Cognitive training is growing in popularity as baby boomers age. From 2005 to 2007 the U.S. brain fitness business increased from $100 million to $225 million, according to a report by SharpBrains, a market research company specializing in cognitive health. The growth was driven to a large extent by the success of Nintendo’s Brain Age [see my review of it and two other brain-training games in “Circuit Training”; Scientific American Mind, June/July 2006]. Research does confirm that regular brain exercise is beneficial to elderly people. ACTIVE, a nationwide clinical trial of 2,802 seniors that began in 1998, found that training in specific areas such as “processing speed” ­resulted in improvements that persisted at least five years.

I recently tried out eight of the latest brain fitness programs, training with each for a week. The programs ranged widely in focus, quality and how fun they were to use. “Like physical exercise equipment, a brain exercise program doesn’t do you any good if you don’t use it,” says Andrew J. Carle, director of the Program in Assisted Living/Senior Housing Administration at George Mason University. And people tend not to use boring equipment. “I remember when NordicTrack was the biggest thing out there. Everyone ran out and bought one, and 90 percent of them ended up as a clothes rack in the back of your bedroom.”

After eight weeks of testing, I have learned some useful things about the software, although I certainly do not feel any smarter. That is not a surprise; I am not old yet, and I do not have cognitive difficulties. “If you have a serious problem,” says Jonas Jendi, CEO of Cogmed America, “the training is worth a lot more.”

There is the question of whether any of these programs are as good as exercising your brain on your own-by playing chess, say, or learning to play a musical instrument. Possibly not, but they are convenient packages that integrate training from many areas.

Is any one of the programs aimed at adults better than the others? Hard to say, and a proper comparative study may never be done. Start with the reviews below, which are organized by program target areas, and then take advantage of the many free trial offers online to see what works best for you. What matters most is whether you enjoy using one and whether it challenges you at the right level. Will you stick with it, or will it become a clothes rack?
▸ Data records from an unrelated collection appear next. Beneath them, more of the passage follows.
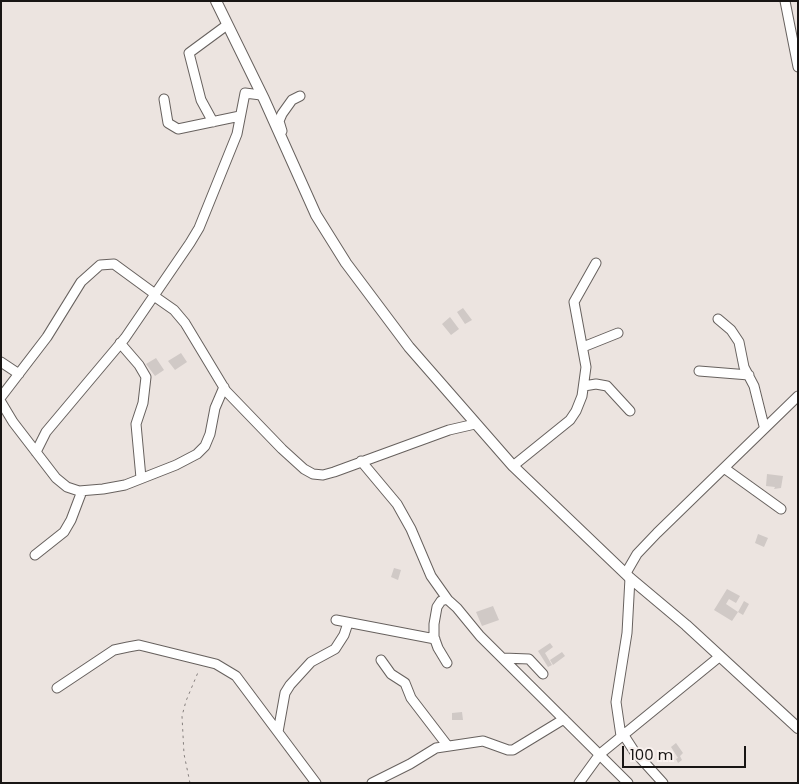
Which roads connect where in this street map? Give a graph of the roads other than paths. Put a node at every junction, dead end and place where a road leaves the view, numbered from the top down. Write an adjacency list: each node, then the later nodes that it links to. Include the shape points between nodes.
1 (216, 1): 3 (street)
2 (785, 1): 4 (street)
3 (227, 25): 5 (street); 9 (street, via 189,53 201,100)
4 (798, 67)
5 (261, 95): 8 (street, via 244,93); 10 (street)
6 (300, 96): 10 (street, via 287,106 279,121)
7 (164, 99): 9 (street, via 170,126 178,129)
8 (240, 116): 9 (street); 12 (street, via 237,134 199,228)
9 (213, 122)
10 (285, 145): 27 (street, via 316,215 346,264 409,347)
11 (596, 263): 16 (street, via 574,302)
12 (154, 295): 15 (street); 19 (street, via 114,264 100,265 81,282 47,337); 22 (street, via 185,323)
13 (718, 319): 20 (street, via 736,336)
14 (618, 333): 16 (street)
15 (120, 343): 29 (street, via 46,432); 33 (street, via 146,377 144,404 136,424)
16 (583, 347): 21 (street)
17 (1, 362): 19 (street)
18 (699, 371): 20 (street)
19 (19, 374): 24 (street)
20 (749, 375): 28 (street)
21 (584, 386): 26 (street, via 607,386); 31 (street, via 570,420)
22 (224, 387): 30 (street, via 282,449 313,474 323,475); 33 (street, via 204,446 197,454)
23 (798, 396): 28 (street)
24 (1, 397)
25 (1, 402): 29 (street)
26 (630, 411)
27 (475, 424): 30 (street); 31 (street)
28 (764, 426): 32 (street)
29 (36, 452): 34 (street, via 56,478 67,486)
30 (361, 461): 38 (street, via 397,504 431,576)
31 (513, 466): 37 (street)
32 (724, 468): 35 (street); 37 (street, via 636,554)
33 (140, 478): 34 (street, via 125,484)
34 (82, 490): 36 (street, via 64,532)
35 (781, 509)
36 (35, 554)
37 (628, 575): 42 (street); 51 (street, via 627,633 616,702)
38 (448, 600): 41 (street, via 443,599 437,607); 43 (street)
39 (336, 620): 40 (street)
40 (348, 623): 41 (street); 50 (street, via 335,649 311,662 290,685 285,693)
41 (435, 639): 45 (street)
42 (719, 657): 49 (street); 51 (street)
43 (502, 658): 46 (street, via 529,659); 48 (street)
44 (381, 660): 52 (street, via 391,674 405,683 414,703)
45 (447, 663)
46 (543, 674)
47 (57, 688): 50 (street, via 114,650 139,645 222,667 236,676)
48 (564, 719): 52 (street, via 513,750 483,741); 53 (street)
49 (798, 728)
50 (278, 732): 54 (street)
51 (622, 735): 53 (street); 58 (street)
52 (447, 745): 55 (street)
53 (600, 754): 56 (street); 57 (street)
54 (316, 783)
55 (372, 783)
56 (579, 783)
57 (628, 783)
58 (663, 783)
Your brain health is at stake.

AURAL APPRECIATION

Maker: Posit Science

Name: Brain Fitness Program Classic

For: Seniors

Price: $395 (single user); $495 (two users)

What you get: CD-ROM, instruction manual, headphones

Where to buy: www.positscience.com

Brain Fitness Program Classic improves your ability to recognize sounds as speech and comprehend language. It begins at the most elementary levels-upward and downward frequency swoops common in spoken language-and progresses to syllables, words, sentences and stories. Its effectiveness is backed by scientific trials carried out with children and older adults.
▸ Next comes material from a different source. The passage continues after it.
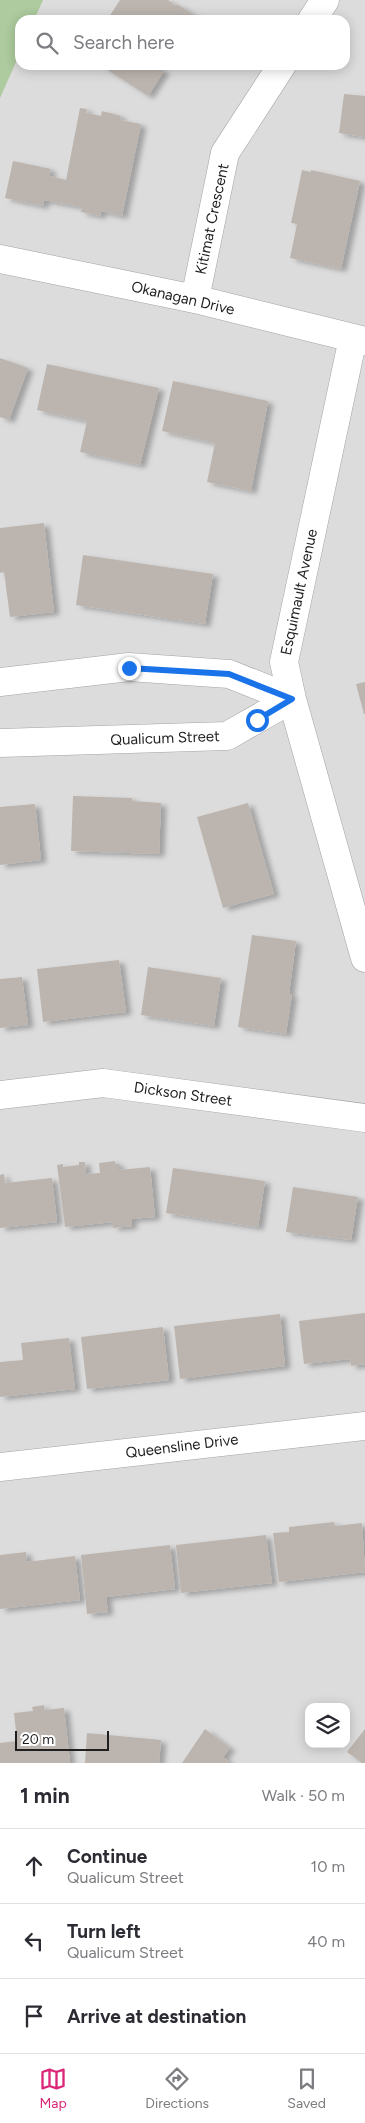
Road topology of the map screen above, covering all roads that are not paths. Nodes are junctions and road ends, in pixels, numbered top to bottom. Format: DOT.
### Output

Brain Fitness has a gold-plated user interface, as if you are at an expensive private clinic. The on-screen buttons are huge. The instructions are geared toward users whose response times are a little slower than those of the average middle-age adult-it is pretty clear what you are supposed to do most of the time, although older adults may find the long intro sections more helpful than I did.

During the training period I could notice my hearing acuity improve, in the way you would become able to discern the woodwinds in a Mozart symphony after taking a music appreciation class.

I found the Brain Fitness exercises extremely repetitive, however, and thus about as much fun as running on a treadmill. The designers try to compensate for this lack of novelty with images and Flintstones-like animations, which provide the user with a reward for sticking it out. Waiting to see exactly what bland shenanigans the piano player and his dog would get up to in the next clip kept me motivated sufficiently to finish the week. Merzenich, now 66, says that an improved version of Brain Fitness, out sometime in the spring of 2009, will be more gamelike and entertaining.